8. Capex Guidance and M&A

  • Capex Outlook: FY2026 capex is guided at 13%-15% of revenue (S\$300+ million based on 2025 figures), driven by investments in 5G, IT, cybersecurity, and network infrastructure. M&A investments will be evaluated separately and will not add to run-rate capex unless justified by strong orderbooks and demand visibility.

Potential Price-Sensitive Points for Investors

  • Recognition of S\$200+ million fair value gain from the Ensign transaction could materially boost the bottom line for FY2026.
  • S\$121 million cash inflow from Ensign assigned rights termination bolsters liquidity.
  • Dividend policy reaffirmed at 6 cents/share for FY2026, supported by expected free cash flow recovery.
  • Cost optimisation programme targeting S\$70 million in annual savings FY2026-2028, with bulk of impact in FY2027 and FY2028.
  • Possible future M&A activity, particularly in the enterprise segment, may reshape the group’s earnings profile.
  • Ongoing market consolidation and pricing discipline could lead to industry-wide re-rating if rational pricing returns.

Conclusion

StarHub is at a strategic inflection point, with significant gains expected from its Ensign monetisation, a disciplined approach to capex and cost management, and a reaffirmed dividend commitment.
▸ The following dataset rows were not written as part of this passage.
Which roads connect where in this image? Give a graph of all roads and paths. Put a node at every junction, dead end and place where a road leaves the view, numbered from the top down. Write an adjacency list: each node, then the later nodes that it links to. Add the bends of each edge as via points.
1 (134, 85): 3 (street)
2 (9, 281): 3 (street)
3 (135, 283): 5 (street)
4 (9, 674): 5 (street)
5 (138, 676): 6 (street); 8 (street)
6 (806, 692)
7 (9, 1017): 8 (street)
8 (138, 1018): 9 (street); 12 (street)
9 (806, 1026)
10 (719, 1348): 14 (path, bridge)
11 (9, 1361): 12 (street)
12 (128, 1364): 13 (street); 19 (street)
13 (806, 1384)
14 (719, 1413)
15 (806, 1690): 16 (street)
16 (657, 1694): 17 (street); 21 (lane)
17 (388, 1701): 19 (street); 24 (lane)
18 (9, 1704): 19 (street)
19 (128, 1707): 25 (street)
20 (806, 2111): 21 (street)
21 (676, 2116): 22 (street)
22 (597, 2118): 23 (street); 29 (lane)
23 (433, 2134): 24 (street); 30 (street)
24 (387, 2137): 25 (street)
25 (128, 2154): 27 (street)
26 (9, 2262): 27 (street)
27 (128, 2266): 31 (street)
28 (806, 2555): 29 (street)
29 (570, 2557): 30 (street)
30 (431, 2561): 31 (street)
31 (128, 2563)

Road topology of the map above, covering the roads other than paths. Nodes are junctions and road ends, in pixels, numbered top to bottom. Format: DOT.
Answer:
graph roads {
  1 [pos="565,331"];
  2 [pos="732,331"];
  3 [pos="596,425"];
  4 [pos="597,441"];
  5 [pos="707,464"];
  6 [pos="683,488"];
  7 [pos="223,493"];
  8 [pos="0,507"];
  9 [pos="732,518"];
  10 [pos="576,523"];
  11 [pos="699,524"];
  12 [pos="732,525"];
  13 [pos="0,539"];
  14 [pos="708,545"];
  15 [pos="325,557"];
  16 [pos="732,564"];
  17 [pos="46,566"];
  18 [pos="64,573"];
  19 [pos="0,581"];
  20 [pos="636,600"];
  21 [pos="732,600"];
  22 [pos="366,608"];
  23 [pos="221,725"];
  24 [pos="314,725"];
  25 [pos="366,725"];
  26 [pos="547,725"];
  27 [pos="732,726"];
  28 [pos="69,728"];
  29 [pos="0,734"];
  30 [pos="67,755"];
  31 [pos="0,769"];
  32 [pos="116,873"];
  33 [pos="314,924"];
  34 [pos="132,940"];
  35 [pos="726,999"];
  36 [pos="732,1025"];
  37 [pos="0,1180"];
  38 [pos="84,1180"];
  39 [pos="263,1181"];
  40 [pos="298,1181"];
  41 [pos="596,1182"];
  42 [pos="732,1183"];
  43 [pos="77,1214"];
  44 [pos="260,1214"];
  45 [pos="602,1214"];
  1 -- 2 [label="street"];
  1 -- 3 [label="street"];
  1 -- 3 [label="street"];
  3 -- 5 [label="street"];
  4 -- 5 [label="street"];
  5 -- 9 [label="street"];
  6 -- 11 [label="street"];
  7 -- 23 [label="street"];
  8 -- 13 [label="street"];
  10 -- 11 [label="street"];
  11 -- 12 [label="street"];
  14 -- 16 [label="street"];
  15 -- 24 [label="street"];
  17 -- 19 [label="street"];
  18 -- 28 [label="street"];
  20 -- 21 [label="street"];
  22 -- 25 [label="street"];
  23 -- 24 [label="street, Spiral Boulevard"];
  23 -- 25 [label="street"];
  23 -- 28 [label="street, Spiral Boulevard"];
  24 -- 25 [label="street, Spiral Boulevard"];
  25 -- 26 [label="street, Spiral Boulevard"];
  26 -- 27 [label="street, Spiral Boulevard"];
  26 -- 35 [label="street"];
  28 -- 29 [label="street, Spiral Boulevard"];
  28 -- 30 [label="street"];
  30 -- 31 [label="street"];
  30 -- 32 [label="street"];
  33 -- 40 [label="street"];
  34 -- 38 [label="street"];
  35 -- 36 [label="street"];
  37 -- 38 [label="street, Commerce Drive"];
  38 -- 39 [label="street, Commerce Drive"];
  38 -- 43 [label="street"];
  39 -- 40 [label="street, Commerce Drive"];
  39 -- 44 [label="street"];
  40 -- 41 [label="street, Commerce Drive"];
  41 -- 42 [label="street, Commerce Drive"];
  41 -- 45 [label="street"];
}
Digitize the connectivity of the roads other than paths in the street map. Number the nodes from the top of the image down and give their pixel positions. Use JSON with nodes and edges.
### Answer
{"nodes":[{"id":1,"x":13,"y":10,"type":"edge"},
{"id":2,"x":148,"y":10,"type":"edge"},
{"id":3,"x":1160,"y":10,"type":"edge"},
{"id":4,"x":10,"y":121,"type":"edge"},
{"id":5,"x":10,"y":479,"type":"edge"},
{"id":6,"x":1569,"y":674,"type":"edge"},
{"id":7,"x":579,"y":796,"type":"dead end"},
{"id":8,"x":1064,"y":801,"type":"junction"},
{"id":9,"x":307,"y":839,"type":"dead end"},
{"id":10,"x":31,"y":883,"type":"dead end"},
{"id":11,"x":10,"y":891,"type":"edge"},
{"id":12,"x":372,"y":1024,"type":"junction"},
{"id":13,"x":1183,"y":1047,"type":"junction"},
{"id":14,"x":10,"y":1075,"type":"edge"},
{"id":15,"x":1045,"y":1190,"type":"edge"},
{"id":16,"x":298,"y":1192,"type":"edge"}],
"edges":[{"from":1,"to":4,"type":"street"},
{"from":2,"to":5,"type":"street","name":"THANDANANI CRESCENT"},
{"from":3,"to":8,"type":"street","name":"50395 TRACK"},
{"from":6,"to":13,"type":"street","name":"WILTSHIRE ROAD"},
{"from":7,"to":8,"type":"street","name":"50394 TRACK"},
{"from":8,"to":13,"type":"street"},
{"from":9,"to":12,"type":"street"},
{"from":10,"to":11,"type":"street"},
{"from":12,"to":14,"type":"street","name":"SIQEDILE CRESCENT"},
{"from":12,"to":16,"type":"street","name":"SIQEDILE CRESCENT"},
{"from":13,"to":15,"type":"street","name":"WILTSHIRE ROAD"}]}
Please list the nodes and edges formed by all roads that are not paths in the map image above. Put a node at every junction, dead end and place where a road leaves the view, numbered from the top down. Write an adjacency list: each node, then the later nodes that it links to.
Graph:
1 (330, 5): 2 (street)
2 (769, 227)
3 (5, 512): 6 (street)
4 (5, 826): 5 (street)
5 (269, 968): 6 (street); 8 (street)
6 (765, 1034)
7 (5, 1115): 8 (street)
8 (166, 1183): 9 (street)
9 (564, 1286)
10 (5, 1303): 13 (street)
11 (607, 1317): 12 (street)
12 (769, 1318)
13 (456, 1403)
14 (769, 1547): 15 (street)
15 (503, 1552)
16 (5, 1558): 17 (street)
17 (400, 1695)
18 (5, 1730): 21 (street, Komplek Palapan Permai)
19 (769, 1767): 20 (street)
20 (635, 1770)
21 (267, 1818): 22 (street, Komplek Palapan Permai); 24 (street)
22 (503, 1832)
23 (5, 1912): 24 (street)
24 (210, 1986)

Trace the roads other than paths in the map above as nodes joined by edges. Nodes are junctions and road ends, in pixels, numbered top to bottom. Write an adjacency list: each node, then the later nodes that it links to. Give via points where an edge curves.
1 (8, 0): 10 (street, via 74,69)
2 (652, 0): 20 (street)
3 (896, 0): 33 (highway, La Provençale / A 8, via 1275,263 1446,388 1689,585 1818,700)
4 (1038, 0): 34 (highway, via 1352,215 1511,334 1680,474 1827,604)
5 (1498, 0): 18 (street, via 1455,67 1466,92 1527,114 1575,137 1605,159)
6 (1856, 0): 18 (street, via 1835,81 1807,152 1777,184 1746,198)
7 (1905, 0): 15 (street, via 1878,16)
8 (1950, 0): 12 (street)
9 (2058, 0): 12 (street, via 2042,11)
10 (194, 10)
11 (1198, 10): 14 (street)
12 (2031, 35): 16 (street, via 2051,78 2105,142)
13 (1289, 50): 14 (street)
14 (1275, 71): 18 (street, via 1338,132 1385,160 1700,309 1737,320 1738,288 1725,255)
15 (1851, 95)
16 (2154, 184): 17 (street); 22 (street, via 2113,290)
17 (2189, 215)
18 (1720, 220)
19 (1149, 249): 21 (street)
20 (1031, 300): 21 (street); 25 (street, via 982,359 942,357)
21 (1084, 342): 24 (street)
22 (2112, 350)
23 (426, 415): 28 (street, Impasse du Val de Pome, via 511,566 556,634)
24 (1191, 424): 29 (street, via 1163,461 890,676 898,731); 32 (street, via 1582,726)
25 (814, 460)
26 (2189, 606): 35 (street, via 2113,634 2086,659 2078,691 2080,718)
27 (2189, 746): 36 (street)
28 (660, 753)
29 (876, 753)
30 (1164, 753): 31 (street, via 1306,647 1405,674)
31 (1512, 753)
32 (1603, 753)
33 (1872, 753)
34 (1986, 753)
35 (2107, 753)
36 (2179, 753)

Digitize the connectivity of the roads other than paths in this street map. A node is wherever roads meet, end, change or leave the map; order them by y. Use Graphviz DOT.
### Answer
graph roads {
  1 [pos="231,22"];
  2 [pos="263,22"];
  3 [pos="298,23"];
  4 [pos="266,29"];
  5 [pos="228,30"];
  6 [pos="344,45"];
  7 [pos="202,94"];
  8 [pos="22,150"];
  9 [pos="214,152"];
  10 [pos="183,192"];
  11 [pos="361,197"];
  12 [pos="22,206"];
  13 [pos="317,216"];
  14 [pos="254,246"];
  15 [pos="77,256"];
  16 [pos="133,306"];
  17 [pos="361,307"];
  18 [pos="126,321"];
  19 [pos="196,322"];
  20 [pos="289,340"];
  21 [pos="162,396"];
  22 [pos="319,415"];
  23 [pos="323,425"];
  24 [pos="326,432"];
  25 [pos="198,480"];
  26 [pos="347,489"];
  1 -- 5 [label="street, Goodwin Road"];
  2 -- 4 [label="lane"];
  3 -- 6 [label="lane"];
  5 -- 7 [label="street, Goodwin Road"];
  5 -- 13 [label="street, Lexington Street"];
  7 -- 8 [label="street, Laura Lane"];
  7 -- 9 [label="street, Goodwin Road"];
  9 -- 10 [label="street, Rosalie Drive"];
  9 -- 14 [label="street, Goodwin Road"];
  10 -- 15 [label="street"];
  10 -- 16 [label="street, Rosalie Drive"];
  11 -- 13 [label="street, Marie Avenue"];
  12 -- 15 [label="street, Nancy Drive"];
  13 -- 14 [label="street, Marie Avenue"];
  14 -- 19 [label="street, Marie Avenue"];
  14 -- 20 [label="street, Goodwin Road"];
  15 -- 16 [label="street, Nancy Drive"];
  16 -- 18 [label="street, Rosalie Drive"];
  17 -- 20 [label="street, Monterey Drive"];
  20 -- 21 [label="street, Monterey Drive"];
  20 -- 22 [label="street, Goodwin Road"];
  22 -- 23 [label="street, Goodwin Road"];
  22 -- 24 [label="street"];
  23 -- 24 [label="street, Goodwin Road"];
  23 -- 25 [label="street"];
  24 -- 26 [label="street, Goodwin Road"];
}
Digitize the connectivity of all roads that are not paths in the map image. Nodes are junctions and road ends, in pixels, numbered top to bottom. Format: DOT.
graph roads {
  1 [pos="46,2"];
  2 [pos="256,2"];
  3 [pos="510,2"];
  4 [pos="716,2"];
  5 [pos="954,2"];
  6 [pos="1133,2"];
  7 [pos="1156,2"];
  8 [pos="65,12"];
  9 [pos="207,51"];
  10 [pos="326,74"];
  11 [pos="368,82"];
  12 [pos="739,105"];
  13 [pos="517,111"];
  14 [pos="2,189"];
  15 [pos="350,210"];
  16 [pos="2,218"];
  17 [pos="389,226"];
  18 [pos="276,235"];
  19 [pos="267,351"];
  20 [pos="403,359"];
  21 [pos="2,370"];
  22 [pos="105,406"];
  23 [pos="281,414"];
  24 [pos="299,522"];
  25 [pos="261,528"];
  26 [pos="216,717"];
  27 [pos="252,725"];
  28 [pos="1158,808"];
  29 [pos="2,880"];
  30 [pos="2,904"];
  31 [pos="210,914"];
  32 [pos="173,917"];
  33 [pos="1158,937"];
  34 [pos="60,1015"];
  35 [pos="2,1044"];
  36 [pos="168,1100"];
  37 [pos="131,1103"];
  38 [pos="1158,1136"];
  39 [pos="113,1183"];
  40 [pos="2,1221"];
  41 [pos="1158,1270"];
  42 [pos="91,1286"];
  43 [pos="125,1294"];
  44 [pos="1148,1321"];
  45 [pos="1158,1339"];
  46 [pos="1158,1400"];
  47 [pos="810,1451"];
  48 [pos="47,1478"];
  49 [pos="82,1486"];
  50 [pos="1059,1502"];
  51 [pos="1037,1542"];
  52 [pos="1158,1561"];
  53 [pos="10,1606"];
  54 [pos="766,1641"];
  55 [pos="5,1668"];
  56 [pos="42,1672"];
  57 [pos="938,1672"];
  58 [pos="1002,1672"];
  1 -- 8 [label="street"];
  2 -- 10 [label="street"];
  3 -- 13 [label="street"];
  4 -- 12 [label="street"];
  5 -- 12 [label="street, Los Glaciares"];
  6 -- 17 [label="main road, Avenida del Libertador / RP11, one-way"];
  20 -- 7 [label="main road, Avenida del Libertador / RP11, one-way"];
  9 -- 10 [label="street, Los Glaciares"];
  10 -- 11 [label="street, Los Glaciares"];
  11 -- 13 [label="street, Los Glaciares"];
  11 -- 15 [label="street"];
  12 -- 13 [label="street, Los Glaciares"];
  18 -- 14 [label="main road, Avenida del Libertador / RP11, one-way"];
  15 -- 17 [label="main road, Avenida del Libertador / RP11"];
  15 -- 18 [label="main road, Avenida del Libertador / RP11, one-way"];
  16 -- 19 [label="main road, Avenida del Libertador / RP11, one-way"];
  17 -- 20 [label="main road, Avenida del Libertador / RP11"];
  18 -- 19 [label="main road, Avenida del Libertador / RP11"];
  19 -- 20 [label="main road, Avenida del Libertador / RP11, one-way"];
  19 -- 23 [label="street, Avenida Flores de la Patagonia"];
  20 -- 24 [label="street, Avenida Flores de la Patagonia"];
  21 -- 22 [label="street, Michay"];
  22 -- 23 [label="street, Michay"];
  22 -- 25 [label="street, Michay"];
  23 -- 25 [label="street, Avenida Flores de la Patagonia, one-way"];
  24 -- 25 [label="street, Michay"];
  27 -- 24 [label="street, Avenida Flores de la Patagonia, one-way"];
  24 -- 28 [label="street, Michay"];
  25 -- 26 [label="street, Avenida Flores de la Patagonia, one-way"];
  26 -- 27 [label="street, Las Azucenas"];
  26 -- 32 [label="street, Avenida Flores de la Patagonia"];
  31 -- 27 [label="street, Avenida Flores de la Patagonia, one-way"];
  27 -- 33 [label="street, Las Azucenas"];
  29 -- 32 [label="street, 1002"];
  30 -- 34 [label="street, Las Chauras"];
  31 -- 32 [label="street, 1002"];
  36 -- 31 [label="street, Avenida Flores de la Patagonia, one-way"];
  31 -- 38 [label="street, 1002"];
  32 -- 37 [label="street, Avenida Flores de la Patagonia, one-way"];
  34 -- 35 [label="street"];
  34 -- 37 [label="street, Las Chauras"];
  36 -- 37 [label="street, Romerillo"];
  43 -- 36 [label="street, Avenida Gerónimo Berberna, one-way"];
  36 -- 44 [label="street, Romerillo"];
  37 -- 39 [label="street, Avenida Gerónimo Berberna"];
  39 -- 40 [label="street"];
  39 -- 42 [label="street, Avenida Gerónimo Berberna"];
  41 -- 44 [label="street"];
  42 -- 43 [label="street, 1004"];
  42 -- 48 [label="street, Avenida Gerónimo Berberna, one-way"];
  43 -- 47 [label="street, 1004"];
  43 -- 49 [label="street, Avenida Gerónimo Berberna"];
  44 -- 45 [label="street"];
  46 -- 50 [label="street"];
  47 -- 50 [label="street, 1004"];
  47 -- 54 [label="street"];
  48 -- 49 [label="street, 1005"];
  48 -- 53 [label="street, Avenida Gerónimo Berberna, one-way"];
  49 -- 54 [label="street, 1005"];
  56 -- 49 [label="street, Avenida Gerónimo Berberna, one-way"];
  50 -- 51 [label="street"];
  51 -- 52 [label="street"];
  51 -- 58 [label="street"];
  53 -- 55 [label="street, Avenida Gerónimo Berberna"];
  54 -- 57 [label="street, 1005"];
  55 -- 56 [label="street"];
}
The company’s pivot towards value creation, operational efficiency, and digital transformation is positioned to strengthen its financial resilience and unlock shareholder value, especially if market conditions stabilise and price competition moderates. Investors should monitor ongoing developments around market consolidation, the execution of cost programmes, and any announced M&A activity, all of which could have a material impact on share value.


Disclaimer: This article is for informational purposes only and does not constitute investment advice. Investors should conduct their own due diligence and consult with their financial advisors before making any investment decisions. The information herein is based on StarHub’s latest public disclosures as at April 2026 and may be subject to further updates.